La recente radicalizzazione dello scontro tra palestinesi e israeliani ha, tra le varie cause, anche il crescente peso che da qualche anno i gruppi fondamentalisti islamici hanno assunto all’interno del movimento che raggruppa le tante organizzazioni che mirano alla creazione di uno Stato palestinese indipendente. Il fenomeno dei «kamikaze»
suicidi non si spiega se non attraverso il fanatismo religioso che sempre più prende piede in zone dove, da generazioni, si vive in condizioni disperate e senza prospettive per il futuro. Per comprendere anche la crescente perdita di presa dell’anziano leader palestinese Yasser Arafat sui suoi militanti è utile rifarsi all’accurato ed equilibrato studio che il francese Gilles Kepel ha recentemente dedicato alla storia del fondamentalismo islamico: «Jihad. Ascesa e declino» (pp. 436, € 17,50). Per gentile concessione della Carocci Editore, «Storia in Rete» ne pubblica qui un lungo brano, tratto dal dodicesimo capitolo: “L’Intifada e l’islamizzazione della causa palestinese”.
di Gilles Keppel
Con l’Intifada, che ha inizio alla fine del 1987, la causa palestinese ritrova l’aura che aveva perduto dall’inizio del decennio. Il movimento, il cui nome arabo significa “ribellione”, acquista la sua popolarità come “rivolta delle pietre” sollevando giovani palestinesi disarmati contro l’esercito d’occupazione israeliano. Tale movimento si rivelerà talmente dannoso per lo stato ebraico, per la sua immagine internazionale e la sua identità morale, che costringerà i dirigenti israeliani ad avviare un processo di riconoscimento dell’OLP. Esso prenderà forma dopo la guerra del Golfo del 1990-91 e sfocerà nella «dichiarazione di principio» israelo-palestinese del settembre 1993 e nell’insediamento a Gaza dell’Autorità palestinese autonoma, con a capo Yasser Arafat, nel luglio del 1994.Ma, recuperando il proprio prestigio con l’Intifada, la causa palestinese cambia parzialmente immagine. Essa incarnava ad un tempo il nazionalismo arabo ed ideali che, su scala internazionale, s’inserivano nell’orbita terzomondista e socialista. Era rimasta esterna all’emergere di quello spazio di senso islamico le cui categorie non erano familiari ai suoi portavoce più eloquenti. In questo campo la jihad in Afghanistan si era sostituita ad essa come polo di identificazione, vale a dire come campo di battaglia presso un certo numero di giovani arabi – anche se Abdallah Azzam non mancava mai di ricordare nelle sue pubblicazioni che combattere in Palestina come in Afghanistan costituiva uno stesso dovere individuale per tutti i musulmani, la cui terra era stata «usurpata dal nemico». (…)

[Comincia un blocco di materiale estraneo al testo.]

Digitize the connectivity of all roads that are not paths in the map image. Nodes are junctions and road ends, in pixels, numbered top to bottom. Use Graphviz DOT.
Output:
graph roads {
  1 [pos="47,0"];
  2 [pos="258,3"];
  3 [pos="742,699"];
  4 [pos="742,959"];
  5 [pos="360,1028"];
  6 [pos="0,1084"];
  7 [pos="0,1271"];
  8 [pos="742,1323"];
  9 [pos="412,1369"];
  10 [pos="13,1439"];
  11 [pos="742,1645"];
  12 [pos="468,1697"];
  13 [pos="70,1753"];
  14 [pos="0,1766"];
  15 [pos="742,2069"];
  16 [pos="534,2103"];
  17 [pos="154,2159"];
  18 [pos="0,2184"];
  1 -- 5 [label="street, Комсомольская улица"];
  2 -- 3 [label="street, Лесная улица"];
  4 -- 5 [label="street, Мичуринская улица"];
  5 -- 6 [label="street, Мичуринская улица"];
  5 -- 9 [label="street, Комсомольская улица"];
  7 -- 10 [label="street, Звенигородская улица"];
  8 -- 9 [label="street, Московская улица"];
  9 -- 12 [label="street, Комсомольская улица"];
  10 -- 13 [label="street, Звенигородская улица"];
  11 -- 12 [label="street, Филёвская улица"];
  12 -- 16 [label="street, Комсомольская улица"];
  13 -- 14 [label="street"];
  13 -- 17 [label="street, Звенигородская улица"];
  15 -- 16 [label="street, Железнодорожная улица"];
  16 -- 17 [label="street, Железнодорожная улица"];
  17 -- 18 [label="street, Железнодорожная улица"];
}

Ora, lo scoppio dell’Intifada viene a trasformare questa percezione: esso permette ad alcuni islamismi di acquisire un’eco mediatica in tutti i territori occupati, particolarmente a Gaza. L’OLP perde il suo monopolio sulla rappresentazione simbolica dei palestinesi – e le sarà necessario lottare duramente per conservare la sua egemonia. Abbiamo già avuto occasione di notare come la rivoluzione iraniana avesse ispirato un gruppo militante molto motivato, ma a reclutamento ristretto, la Jihad islamica, che in pratica riconciliò la rivendicazione islamista e la lotta anti-israeliana, in contrasto con l’OLP combattente ma a-religiosa, e ai Fratelli musulmani, religiosi sì, ma politicamente inattivi nei confronti d’Israele. Questo gruppo si distinse per alcune azioni spettacolari, nella fattispecie l’assassinio di soldati israeliani, ma non riuscì costruire né un seguito di massa, né una rete di solidarietà all’interno della popolazione. L’emergere di un movimento islamista potente a seguito dell’Intifada è principalmente imputabile alla trasformazione dei Fratelli musulmani, i quali abbandonarono il loro tradizionale atteggiamento quietista passando alla jihad contro gli occupanti, con la creazione del movimento HAMAS, qualche giorno dopo l’inizio della ribellione.Se ne data l’inizio all’8 dicembre 1987, quando un camion israeliano investì due taxi palestinesi, provocando quattro morti. Il giorno prima, un israeliano era stato pugnalato a Gaza e la collisione fu interpretata come una deliberata ritorsione, e non come un normale incidente stradale, da alcuni giovani palestinesi nei campi dei rifugiati che esplosero in manifestazioni di collera, radunando intorno a sé una folla numerosa. Invece di rientrare rapidamente nella normalità, il movimento, per la stessa sorpresa dei dirigenti dell’OLP esterni ad esso (così come dei Fratelli musulmani), si trasformò in una ribellione duratura. (…).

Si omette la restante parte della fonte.